Many people love to use sour cream on their favorite foods, particularly tacos, fajitas, burritos, and the like. Sour cream is dairy, like milk, and milk is commonly given to cats, as you see often on mainstream television. So, you might surmise that sour cream is a perfectly safe treat to offer your favorite feline.
Sour cream isn’t toxic or poisonous for cats. Your cat won’t face serious medical harm from eating a little bit of sour cream, but it’s certainly not an ideal food for cats. In fact, neither is milk, nor any dairy product. Still, small amounts tend to be harmless, though they can still result in digestive issues.
Cats and Lactose Intolerance
Some people are intolerant to lactose, but humans aren’t the only ones to suffer this condition. In fact, most cats are lactose intolerant, so any type of dairy is a bad idea for them. That doesn’t mean that a small dollop of sour cream or shallow saucer of milk will kill them; it almost certainly won’t. But even a small amount of any dairy product could cause some digestive problems for your feline.
Can Sour Cream Benefit Your Cat?
Sour cream does contain a bit of protein. As obligate carnivores, cats require substantial amounts of protein in their diets, but the small amount available in sour cream isn’t sufficient to really help your cat in any way.
Is Sour Cream Bad for Cats?
The truth is, each cat could react to sour cream, and any dairy product for that matter, in a completely different manner. Just as humans all have their own tolerances and allergies, so do cats. Still, a large percentage of cats are lactose intolerant, so there’s a high likelihood that your cat won’t respond well to dairy.

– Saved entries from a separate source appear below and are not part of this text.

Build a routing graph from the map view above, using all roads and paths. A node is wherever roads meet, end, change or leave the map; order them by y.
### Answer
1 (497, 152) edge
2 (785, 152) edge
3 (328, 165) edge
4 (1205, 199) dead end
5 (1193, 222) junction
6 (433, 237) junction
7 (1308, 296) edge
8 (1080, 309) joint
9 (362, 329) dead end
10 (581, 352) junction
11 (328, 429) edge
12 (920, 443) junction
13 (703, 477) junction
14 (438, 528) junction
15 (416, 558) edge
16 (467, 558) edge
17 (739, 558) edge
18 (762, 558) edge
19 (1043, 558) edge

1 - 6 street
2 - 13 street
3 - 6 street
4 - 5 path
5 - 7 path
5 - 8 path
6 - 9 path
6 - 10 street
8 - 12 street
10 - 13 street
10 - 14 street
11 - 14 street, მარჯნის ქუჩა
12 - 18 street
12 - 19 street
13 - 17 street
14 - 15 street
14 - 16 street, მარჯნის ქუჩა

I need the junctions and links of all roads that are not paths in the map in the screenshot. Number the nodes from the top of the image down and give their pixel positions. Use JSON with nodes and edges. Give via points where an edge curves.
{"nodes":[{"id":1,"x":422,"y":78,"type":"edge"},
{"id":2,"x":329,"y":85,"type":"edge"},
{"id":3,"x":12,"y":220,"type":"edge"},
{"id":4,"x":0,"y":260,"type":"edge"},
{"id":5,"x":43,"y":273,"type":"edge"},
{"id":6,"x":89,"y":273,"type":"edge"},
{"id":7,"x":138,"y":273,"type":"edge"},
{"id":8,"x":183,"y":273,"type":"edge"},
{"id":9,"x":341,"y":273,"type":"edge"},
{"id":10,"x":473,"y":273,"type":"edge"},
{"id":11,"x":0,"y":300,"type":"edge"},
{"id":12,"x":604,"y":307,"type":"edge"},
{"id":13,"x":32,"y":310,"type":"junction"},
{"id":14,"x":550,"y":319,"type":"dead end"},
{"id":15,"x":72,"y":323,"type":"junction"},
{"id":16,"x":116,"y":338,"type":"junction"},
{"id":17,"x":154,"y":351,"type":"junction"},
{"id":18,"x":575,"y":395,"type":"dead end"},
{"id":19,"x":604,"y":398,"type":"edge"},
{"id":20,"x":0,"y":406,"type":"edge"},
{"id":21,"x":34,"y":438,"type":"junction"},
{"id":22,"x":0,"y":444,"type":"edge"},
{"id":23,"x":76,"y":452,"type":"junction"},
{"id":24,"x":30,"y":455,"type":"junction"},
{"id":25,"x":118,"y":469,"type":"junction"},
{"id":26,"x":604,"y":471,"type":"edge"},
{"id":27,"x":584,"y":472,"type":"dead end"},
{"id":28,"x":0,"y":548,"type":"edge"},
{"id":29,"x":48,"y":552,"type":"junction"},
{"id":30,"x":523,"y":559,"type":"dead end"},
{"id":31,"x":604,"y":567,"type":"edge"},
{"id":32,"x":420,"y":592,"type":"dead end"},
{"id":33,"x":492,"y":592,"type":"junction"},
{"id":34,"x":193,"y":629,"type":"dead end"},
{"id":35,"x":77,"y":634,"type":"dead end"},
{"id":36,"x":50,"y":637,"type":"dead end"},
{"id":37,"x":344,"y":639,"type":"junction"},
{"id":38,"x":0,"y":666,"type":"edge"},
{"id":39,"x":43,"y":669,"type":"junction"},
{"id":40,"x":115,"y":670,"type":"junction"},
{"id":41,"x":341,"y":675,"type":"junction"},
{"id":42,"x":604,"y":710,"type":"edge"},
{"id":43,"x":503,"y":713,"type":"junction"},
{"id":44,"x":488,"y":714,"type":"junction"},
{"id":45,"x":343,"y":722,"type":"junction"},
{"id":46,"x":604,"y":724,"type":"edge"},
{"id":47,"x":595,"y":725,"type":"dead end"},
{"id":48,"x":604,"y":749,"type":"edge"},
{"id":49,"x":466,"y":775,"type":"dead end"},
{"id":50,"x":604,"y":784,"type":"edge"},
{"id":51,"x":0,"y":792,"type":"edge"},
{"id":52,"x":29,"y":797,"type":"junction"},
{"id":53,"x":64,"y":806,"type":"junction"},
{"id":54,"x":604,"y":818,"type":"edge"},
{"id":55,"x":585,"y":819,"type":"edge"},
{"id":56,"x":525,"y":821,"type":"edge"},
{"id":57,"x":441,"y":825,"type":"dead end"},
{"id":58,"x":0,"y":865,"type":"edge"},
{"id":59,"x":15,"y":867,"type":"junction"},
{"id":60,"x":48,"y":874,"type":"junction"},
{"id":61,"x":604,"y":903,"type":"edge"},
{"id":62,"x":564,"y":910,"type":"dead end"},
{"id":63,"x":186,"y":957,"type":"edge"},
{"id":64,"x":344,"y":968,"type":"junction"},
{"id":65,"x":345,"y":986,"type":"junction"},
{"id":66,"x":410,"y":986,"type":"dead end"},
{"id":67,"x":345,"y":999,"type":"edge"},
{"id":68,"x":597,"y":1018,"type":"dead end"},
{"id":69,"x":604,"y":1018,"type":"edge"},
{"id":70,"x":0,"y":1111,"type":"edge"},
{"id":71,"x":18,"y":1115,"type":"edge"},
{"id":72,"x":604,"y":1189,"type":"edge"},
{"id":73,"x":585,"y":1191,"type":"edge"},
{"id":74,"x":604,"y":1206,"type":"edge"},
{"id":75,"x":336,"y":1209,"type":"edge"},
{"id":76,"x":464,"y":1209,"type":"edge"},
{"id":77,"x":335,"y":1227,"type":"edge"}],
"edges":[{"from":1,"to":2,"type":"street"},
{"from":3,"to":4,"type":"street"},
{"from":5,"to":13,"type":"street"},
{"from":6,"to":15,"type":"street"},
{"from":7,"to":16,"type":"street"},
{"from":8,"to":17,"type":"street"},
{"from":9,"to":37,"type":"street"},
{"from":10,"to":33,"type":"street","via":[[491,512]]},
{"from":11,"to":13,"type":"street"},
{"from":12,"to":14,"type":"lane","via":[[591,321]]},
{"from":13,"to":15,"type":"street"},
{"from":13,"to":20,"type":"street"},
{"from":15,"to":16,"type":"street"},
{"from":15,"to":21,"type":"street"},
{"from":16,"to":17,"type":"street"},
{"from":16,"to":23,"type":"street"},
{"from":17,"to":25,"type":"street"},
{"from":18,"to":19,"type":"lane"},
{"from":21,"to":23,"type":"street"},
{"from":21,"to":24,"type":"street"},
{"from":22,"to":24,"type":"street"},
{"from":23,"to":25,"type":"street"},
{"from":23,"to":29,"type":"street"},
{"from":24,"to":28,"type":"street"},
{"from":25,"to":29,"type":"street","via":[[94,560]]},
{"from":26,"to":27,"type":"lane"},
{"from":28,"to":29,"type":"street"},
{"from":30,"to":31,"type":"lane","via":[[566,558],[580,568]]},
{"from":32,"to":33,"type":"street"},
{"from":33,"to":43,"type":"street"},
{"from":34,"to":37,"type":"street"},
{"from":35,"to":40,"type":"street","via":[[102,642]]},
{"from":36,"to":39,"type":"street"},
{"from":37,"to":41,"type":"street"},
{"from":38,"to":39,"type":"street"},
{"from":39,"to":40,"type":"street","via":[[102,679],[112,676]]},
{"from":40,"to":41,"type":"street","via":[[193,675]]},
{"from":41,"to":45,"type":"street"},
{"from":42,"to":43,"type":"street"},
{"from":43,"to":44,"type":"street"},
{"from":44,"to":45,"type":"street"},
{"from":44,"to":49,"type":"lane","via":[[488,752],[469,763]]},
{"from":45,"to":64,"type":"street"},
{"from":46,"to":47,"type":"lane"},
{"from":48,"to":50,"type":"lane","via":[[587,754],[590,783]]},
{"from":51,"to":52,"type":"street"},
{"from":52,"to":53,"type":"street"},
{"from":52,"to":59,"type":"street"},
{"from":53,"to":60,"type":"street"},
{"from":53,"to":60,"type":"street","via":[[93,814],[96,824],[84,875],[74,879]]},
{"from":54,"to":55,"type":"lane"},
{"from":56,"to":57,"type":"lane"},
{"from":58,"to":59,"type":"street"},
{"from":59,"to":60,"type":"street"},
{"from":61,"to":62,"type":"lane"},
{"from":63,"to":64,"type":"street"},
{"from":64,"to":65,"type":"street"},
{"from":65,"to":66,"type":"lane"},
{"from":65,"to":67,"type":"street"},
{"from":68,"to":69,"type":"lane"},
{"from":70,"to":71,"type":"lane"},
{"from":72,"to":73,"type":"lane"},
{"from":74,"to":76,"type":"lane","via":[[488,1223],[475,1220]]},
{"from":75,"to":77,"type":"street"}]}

That said, if you only give your cat sour cream in very small doses, it might not have any negative effects, even if your cat is lactose intolerant. If your cat is not intolerant to lactose, then it might not hurt them to eat moderate or even copious amounts of sour cream. Even in this case, it’s still recommended that you limit the amount of sour cream you offer your cat to very small and occasional doses.
Sour cream contains quite a lot of fat. Cats can only handle fats in small amounts; their digestive systems aren’t built for dealing with large doses of fats. In some cases, eating a large meal of fat, such as a heavy dose of sour cream, can even cause hyperlipidemia, where there’s too much fat in the bloodstream.
The other side effect of eating too much fat won’t happen from a single meal, but offering fatty treats to your cat too often can easily lead to them becoming overweight and even obese. This will inhibit your cat’s physical ability and lower its overall quality of life. Furthermore, overweight cats are more likely to deal with serious physical disorders, including osteoarthritis, hip dysplasia, and diabetes mellitus, as well as poor cardiovascular health.
How Much Sour Cream Can You Feed Your Cat?
Sour cream isn’t toxic for your cat, so feeding it to them, even in a moderate amount, won’t cause them any illness. Still, as we’ve demonstrated, sour cream isn’t an optimal food for cats, so you should always limit the amount and frequency that you offer it to your cat.
We recommend never feeding your cat more than a spoonful or two of sour cream at a time. After you see how your cat reacts, it’s up to you whether you want to feed them more than this or not.
It’s also best if you only give your cat sour cream once in a while; probably no more than once each week. Again, this is up to you as a discerning pet owner, but overfeeding sour cream to a cat can have many consequences that aren’t in your cat’s best interest.
Since sour cream isn’t poisonous for your cat, it’s not bad to offer it to them as a treat. However, many cats are lactose intolerant, so you should only give your cat a small amount and see how they react. Even if they don’t have any negative effects from eating sour cream, you should still limit how much and how often you offer this treat to your feline. Overeating sour cream can lead to an overweight cat, which brings along a host of detriments with it as well.